Pymbolic flattens those, assuming that multiplication is associative. (Product can have multiple children.) Do you have a use case in which that's not correct behavior?

Pymbolic flattens those,

The AST is correct (i.e. unflattened) but I think the StringifyMapper is to be blamed here.:

>>> a * (b * c)
Product((Variable('a'), Product((Variable('b'), Variable('c')))))

Do you have a use case in which that's not correct behavior?

No, no concrete use case.

No, no concrete use case.

Well given floating point arithmetic is not associative we can always buggy behavior associated with this in a generated code ;).

Well given floating point arithmetic is not associative we can always buggy behavior associated with this in a generated code ;).

Grr, you're right.
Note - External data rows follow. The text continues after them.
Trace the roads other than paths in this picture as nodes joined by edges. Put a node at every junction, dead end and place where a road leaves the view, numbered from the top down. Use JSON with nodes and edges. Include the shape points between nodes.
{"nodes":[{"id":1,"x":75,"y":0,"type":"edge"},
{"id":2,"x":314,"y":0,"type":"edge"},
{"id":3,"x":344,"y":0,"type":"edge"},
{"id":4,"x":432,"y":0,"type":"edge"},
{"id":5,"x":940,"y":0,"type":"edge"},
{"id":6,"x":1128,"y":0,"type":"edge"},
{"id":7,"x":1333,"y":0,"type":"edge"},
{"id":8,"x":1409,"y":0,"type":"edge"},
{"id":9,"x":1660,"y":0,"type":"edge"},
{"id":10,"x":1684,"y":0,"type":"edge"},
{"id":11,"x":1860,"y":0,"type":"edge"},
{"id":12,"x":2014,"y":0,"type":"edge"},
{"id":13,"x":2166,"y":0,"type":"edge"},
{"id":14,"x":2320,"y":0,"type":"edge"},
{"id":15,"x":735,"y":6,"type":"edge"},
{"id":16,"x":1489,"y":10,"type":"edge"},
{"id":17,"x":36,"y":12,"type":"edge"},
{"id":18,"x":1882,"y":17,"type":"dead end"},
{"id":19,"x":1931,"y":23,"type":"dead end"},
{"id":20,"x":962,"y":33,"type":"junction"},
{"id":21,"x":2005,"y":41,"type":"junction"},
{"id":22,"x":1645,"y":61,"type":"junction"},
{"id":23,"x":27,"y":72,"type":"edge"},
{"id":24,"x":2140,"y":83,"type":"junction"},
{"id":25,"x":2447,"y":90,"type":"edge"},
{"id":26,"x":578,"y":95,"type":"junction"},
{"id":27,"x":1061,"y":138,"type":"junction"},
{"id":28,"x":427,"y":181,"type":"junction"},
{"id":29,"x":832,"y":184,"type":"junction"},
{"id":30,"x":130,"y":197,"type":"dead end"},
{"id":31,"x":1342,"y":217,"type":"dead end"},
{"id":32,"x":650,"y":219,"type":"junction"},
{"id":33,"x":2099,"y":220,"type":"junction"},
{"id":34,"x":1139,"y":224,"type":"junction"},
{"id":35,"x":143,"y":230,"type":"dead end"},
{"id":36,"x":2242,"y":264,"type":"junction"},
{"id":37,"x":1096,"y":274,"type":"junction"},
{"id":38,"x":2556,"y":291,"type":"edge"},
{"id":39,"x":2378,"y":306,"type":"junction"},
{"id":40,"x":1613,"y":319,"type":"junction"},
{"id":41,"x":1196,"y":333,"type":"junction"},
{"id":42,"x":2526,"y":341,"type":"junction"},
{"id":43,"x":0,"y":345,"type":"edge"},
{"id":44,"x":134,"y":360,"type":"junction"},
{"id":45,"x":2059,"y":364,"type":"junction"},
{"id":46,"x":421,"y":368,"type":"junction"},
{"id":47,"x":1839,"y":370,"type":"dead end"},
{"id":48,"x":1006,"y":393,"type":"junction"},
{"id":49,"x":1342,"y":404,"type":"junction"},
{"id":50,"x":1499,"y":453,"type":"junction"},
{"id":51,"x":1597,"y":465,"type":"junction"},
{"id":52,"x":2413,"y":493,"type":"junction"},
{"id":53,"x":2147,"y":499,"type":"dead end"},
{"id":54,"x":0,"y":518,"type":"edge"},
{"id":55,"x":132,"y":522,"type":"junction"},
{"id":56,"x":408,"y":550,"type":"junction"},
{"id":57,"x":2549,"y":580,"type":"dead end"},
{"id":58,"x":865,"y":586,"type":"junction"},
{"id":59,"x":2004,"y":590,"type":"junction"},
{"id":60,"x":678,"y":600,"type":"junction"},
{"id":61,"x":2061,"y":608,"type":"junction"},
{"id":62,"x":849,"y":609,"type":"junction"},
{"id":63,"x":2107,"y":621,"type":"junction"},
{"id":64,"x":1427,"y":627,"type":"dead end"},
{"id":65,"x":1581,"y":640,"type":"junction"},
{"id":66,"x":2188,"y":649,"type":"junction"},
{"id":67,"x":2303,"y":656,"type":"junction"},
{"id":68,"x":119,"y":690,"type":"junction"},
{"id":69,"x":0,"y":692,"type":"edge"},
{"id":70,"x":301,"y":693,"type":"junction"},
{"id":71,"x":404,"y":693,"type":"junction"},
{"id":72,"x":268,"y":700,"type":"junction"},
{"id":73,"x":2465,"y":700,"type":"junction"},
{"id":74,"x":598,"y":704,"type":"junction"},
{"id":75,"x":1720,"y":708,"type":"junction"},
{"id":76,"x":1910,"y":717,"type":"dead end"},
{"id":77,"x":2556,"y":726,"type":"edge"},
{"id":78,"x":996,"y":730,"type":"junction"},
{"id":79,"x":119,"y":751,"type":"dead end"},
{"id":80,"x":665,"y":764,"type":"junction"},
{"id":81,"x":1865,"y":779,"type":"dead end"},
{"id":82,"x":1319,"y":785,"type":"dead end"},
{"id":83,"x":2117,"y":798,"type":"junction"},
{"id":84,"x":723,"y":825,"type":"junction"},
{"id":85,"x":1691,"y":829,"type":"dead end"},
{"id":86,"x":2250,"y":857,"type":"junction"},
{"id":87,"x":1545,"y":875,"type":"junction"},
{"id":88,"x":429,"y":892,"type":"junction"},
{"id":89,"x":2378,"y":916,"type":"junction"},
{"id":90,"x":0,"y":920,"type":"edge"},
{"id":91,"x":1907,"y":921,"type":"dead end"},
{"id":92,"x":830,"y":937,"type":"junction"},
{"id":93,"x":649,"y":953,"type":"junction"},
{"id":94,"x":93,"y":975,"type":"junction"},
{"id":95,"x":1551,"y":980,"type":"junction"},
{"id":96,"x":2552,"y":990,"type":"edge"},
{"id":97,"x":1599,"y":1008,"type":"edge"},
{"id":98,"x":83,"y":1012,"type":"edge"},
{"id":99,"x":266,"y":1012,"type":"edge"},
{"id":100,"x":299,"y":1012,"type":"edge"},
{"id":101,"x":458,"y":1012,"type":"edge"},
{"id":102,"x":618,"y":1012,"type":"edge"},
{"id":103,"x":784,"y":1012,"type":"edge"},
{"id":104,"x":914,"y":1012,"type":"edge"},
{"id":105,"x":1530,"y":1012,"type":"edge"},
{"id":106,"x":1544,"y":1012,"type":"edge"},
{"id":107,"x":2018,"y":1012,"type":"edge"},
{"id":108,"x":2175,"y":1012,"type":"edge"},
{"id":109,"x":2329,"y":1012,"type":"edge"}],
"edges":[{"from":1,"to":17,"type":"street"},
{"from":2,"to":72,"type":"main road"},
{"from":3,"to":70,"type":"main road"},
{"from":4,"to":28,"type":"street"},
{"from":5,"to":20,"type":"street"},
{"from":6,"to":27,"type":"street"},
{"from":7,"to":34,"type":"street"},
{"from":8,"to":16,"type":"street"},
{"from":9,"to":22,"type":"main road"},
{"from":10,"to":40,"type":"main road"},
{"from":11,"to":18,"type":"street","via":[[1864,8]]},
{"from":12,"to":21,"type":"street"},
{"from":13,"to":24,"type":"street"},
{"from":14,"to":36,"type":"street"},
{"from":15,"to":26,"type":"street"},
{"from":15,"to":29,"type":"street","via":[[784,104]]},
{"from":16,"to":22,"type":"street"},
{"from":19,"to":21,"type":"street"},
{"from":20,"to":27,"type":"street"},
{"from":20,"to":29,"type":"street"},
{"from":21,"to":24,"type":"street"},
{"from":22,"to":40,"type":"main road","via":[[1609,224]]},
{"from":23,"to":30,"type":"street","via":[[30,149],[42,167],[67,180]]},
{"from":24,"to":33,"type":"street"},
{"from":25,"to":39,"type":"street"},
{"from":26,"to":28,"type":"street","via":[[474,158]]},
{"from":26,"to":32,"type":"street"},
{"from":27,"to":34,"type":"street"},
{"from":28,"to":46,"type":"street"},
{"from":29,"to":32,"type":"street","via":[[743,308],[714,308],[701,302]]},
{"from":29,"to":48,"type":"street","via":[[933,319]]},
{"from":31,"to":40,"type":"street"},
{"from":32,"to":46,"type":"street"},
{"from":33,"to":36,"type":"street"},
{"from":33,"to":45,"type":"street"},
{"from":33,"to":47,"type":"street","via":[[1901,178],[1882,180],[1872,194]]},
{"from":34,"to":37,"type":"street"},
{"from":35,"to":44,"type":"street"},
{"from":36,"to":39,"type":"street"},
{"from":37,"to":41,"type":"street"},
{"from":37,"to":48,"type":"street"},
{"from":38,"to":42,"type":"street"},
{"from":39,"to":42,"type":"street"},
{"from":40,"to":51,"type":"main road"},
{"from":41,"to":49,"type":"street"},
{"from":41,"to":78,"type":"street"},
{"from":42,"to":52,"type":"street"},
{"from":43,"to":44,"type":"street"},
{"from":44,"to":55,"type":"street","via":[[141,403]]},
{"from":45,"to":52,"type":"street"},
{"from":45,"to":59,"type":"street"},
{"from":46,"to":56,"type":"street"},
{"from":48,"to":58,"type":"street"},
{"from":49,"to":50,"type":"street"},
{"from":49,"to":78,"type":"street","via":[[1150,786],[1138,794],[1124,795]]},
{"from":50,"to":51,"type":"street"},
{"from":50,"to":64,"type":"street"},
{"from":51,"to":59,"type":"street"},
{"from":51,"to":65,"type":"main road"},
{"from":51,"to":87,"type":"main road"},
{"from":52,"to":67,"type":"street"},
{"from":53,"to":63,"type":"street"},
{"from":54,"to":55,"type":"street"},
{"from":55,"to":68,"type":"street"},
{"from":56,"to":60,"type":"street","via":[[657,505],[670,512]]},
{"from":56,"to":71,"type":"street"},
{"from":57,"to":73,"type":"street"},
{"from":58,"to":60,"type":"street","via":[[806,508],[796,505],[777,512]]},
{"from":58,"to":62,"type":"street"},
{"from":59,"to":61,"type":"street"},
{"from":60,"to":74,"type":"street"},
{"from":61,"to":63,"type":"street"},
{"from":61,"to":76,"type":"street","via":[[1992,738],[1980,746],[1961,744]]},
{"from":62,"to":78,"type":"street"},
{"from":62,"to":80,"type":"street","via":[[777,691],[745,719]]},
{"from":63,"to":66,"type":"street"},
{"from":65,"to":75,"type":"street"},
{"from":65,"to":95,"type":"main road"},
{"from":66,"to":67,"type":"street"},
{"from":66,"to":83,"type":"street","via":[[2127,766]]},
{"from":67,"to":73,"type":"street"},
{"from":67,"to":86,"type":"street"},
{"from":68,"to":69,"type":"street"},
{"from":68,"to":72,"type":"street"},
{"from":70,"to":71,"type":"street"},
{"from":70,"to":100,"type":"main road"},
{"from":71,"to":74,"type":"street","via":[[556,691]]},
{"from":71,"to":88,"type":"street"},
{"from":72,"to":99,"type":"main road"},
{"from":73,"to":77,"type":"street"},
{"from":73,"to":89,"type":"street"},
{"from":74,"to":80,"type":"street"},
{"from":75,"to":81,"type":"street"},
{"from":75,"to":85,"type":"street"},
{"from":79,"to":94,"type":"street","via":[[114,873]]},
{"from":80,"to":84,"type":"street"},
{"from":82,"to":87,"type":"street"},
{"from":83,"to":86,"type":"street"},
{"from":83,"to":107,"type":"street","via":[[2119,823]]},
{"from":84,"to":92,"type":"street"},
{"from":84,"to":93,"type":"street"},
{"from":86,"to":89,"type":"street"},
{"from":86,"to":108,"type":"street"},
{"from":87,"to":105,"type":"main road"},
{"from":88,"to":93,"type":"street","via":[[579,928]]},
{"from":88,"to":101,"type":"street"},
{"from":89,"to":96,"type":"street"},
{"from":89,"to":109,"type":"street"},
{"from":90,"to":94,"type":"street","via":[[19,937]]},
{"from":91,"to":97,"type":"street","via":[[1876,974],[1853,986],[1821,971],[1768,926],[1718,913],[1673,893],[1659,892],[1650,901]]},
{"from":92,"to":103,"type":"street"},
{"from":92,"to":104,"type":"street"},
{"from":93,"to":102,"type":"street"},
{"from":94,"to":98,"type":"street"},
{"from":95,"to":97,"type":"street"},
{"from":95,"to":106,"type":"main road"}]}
We should probably turn off auto-flattening. #69

For the StringifyMapper, I can think of use cases where I'd want the parentheses and where I wouldn't. (Math vs CS, really.) Would an option be OK?

I can think of use cases where I'd want the parentheses and where I wouldn't. (Math vs CS, really.) Would an option be OK?

I think its unsafe to stringify to incorrect schedules and should be avoided.

Would an option be OK?

Yep, but the default should prefer correctness.

OK, I can live with that.

I think it is not just StringifyMapper that is wrong, even the parser implements left-to-right associativity incorrectly:

>>> parse("a*b*c")
Product((Variable('a'), Product((Variable('b'), Variable('c')))))
>>> from pymbolic.mapper.evaluator import evaluate
>>> a_np = np.float64(1/3)
>>> b_np = np.finfo("float64").max
>>> c_np = np.float64(2)
>>> a_np * b_np * c_np
1.1984620899082103e+308
>>> evaluate(parse("a*b*c"), {"a": a_np, "b": b_np, "c": c_np})
/home/line/.local/lib/python3.10/site-packages/pytools/__init__.py:1103: RuntimeWarning: overflow encountered in double_scalars
  return reduce(mul, iterable, 1)
inf